Anthropologist Dr Kumar Mahabir, in his book Medicinal and Edible plants, describes the cane as having originated in India and was cultivated “probably in the first millennium BC and the manufacture of sugar was first done there (Purse 1981: 220).”
Mahabir points to the uses of the sugarcane: “makes sugar, (brown and granulated), molasses, bagasse and rum. Cane tops, a feed to livestock. Bagasse is used in the manufacture of paper, plastics, fuel, cattle food and some building materials like chip board and slices of cane are used as an ingredient in prasad (Hindu consecrated food).”
Were it not for the sugar cane, neither I nor George Alleyne would be in Trinidad and Tobago, one of the few areas of this world where God has blessed us with His own hands. But it took a Patrick Manning to change the course of our history and deny us all the benefits that are now derived from the humble sugar cane.

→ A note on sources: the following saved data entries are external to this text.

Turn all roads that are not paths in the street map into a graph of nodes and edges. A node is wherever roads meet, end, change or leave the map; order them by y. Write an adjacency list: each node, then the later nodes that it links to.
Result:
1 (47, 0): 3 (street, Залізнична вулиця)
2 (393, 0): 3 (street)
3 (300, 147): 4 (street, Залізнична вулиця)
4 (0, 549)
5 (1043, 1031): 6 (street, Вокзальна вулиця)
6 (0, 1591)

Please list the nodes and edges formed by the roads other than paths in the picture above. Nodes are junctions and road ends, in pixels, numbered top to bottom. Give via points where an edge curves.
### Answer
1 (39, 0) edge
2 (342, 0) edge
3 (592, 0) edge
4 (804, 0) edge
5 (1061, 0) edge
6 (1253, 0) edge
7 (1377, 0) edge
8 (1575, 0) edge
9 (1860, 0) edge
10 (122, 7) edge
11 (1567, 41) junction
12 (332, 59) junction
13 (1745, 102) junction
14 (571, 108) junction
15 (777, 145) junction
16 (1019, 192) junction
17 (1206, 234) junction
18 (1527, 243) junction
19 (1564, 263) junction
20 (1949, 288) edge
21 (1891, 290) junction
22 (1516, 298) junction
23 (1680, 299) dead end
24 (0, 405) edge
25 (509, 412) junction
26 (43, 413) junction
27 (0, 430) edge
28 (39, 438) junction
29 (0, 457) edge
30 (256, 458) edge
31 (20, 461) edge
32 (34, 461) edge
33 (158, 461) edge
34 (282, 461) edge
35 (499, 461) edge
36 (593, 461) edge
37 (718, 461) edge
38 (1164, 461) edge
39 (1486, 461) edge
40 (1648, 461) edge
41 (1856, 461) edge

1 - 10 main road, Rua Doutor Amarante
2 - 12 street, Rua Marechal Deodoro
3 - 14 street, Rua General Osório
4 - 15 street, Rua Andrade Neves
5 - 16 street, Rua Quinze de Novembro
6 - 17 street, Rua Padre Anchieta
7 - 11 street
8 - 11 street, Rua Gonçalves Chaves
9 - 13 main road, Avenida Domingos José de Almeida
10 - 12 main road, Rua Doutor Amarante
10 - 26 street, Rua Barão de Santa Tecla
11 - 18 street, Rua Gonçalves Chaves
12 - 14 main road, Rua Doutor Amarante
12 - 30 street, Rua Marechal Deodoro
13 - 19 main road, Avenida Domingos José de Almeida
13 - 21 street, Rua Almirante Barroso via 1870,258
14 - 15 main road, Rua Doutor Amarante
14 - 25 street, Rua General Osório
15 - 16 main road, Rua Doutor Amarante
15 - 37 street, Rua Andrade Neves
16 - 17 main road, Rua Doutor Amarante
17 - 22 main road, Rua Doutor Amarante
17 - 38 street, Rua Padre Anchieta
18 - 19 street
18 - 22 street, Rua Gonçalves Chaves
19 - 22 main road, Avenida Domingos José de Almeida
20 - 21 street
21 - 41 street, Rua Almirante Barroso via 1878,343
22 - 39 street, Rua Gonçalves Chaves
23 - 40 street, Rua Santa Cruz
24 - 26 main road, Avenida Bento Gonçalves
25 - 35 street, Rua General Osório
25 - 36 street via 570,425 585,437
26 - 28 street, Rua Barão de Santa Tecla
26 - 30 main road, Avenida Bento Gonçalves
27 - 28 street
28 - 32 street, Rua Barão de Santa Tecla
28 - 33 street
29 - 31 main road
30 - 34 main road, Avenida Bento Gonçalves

Today Brazil is annually expanding its acreage under sugar cane cultivation. Its sugar cane produces cane sugar that did not need a European market for survival. Molasses, alcohol, hard board from bagasse, cattle feed, and fuel that is used to drive motor vehicles without polluting the atmosphere are derived from this humble plant. It is a source of high revenue for countries like Brazil, India and those in Central America.
We are informed that even Uganda, which under Idi Amin expelled all Indians and expropriated their sugar factories and plantations, is now inviting them back to resuscitate their sugar industry. Guyana is a land that was laughed at by some of our politicians in the past. It was referred to as the “mud-land” and its people as “mudlanders.”
In 1956 our rice industry supplied a large percentage of local consumption. But our PNM politicians decided that it was cheaper to buy rice from Guyana than to grow the rice locally. Today we travel cap-in-hand to Guyana to seek their support in food production.
We must now negotiate and beg the people of Guyana for permission to use their lands and water resources to feed the people of Trinidad and Tobago. This is the legacy of the politicians of the past. This is the legacy of Eric Williams and Patrick Manning, PNM prime ministers who left us at the mercy of other countries to supply food for our people.
When journalists resurrect the dead, they must for historical purposes write not only about the successes of that politician who once led us, they must also write about the mistakes by a political leader and the corruptions under his watch. They must write about Johnny O’ Halloran, Prevatt, the gas station rackets and the Lock Joint feeding frenzy.